Start of Supplied data

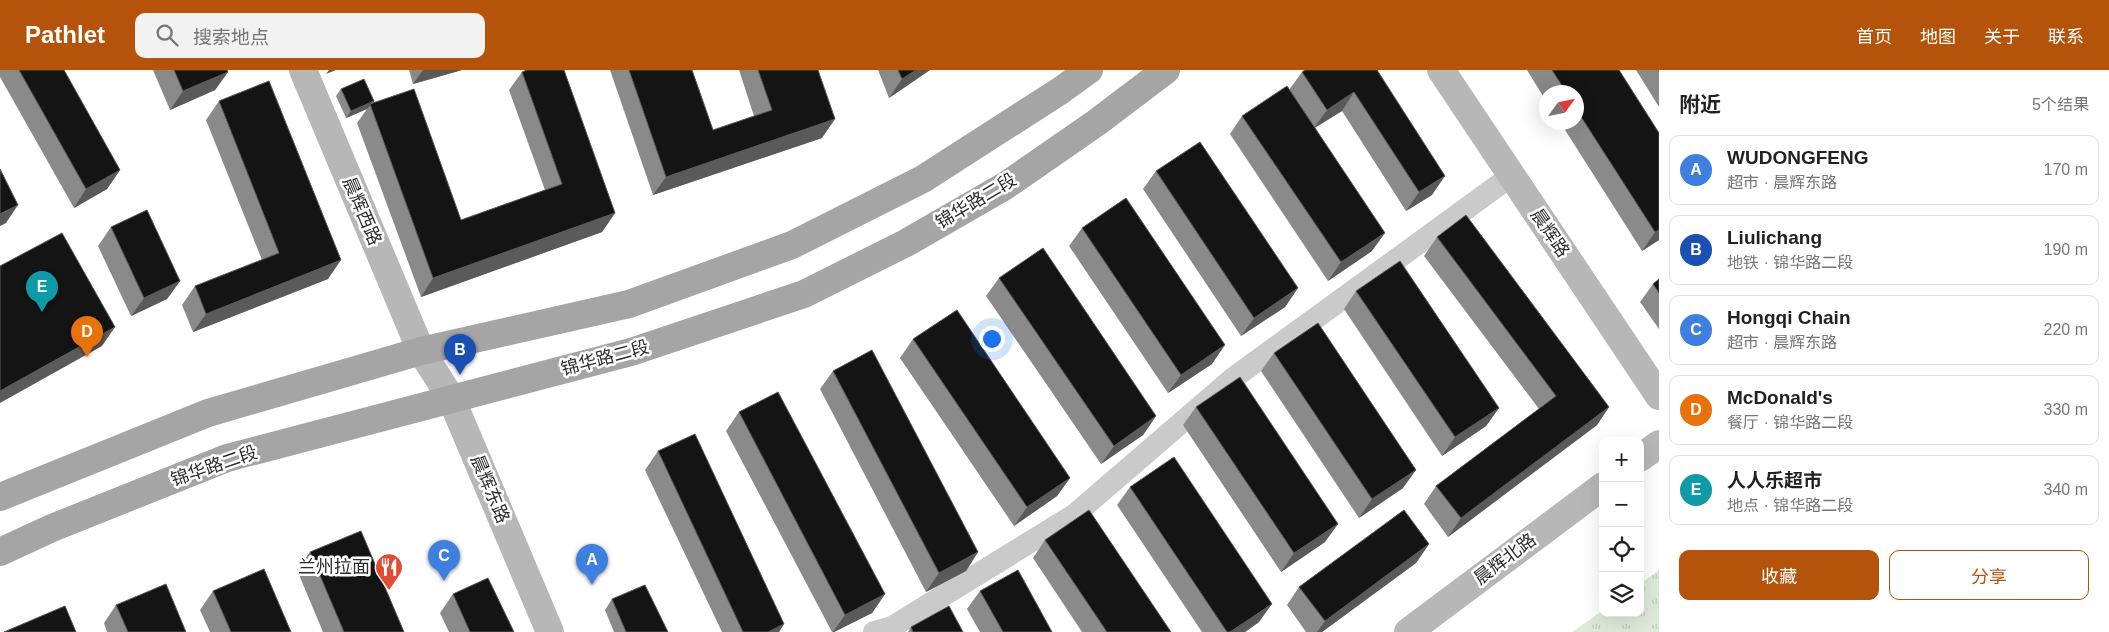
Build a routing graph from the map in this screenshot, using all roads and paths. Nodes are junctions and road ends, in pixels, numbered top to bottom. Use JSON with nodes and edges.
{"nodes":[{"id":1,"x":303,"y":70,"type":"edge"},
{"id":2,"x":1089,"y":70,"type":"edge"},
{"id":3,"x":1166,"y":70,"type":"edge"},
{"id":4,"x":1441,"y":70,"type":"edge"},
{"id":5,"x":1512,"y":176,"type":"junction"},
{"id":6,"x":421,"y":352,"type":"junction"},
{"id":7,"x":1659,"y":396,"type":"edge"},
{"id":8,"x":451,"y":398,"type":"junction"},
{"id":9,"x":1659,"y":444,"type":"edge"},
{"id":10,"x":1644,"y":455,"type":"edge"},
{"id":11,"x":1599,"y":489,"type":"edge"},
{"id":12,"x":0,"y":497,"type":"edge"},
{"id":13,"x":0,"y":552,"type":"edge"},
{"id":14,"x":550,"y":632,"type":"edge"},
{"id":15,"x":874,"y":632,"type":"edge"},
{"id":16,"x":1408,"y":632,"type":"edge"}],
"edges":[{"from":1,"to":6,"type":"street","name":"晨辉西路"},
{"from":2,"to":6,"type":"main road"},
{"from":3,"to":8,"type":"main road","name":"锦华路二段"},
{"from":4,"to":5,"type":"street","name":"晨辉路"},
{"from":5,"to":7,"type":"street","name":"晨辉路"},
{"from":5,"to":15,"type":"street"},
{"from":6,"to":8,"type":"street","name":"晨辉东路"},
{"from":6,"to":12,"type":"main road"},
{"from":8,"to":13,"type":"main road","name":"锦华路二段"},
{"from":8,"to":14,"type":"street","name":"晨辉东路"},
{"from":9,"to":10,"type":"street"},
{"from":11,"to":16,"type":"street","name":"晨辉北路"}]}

End of Supplied data

# Assigned task
Write the entries out again exactly as they appear, with the pictures omitted.

# Response box
Build a routing graph from the map in this screenshot, using all roads and paths. Nodes are junctions and road ends, in pixels, numbered top to bottom. Use JSON with nodes and edges.
{"nodes":[{"id":1,"x":303,"y":70,"type":"edge"},
{"id":2,"x":1089,"y":70,"type":"edge"},
{"id":3,"x":1166,"y":70,"type":"edge"},
{"id":4,"x":1441,"y":70,"type":"edge"},
{"id":5,"x":1512,"y":176,"type":"junction"},
{"id":6,"x":421,"y":352,"type":"junction"},
{"id":7,"x":1659,"y":396,"type":"edge"},
{"id":8,"x":451,"y":398,"type":"junction"},
{"id":9,"x":1659,"y":444,"type":"edge"},
{"id":10,"x":1644,"y":455,"type":"edge"},
{"id":11,"x":1599,"y":489,"type":"edge"},
{"id":12,"x":0,"y":497,"type":"edge"},
{"id":13,"x":0,"y":552,"type":"edge"},
{"id":14,"x":550,"y":632,"type":"edge"},
{"id":15,"x":874,"y":632,"type":"edge"},
{"id":16,"x":1408,"y":632,"type":"edge"}],
"edges":[{"from":1,"to":6,"type":"street","name":"晨辉西路"},
{"from":2,"to":6,"type":"main road"},
{"from":3,"to":8,"type":"main road","name":"锦华路二段"},
{"from":4,"to":5,"type":"street","name":"晨辉路"},
{"from":5,"to":7,"type":"street","name":"晨辉路"},
{"from":5,"to":15,"type":"street"},
{"from":6,"to":8,"type":"street","name":"晨辉东路"},
{"from":6,"to":12,"type":"main road"},
{"from":8,"to":13,"type":"main road","name":"锦华路二段"},
{"from":8,"to":14,"type":"street","name":"晨辉东路"},
{"from":9,"to":10,"type":"street"},
{"from":11,"to":16,"type":"street","name":"晨辉北路"}]}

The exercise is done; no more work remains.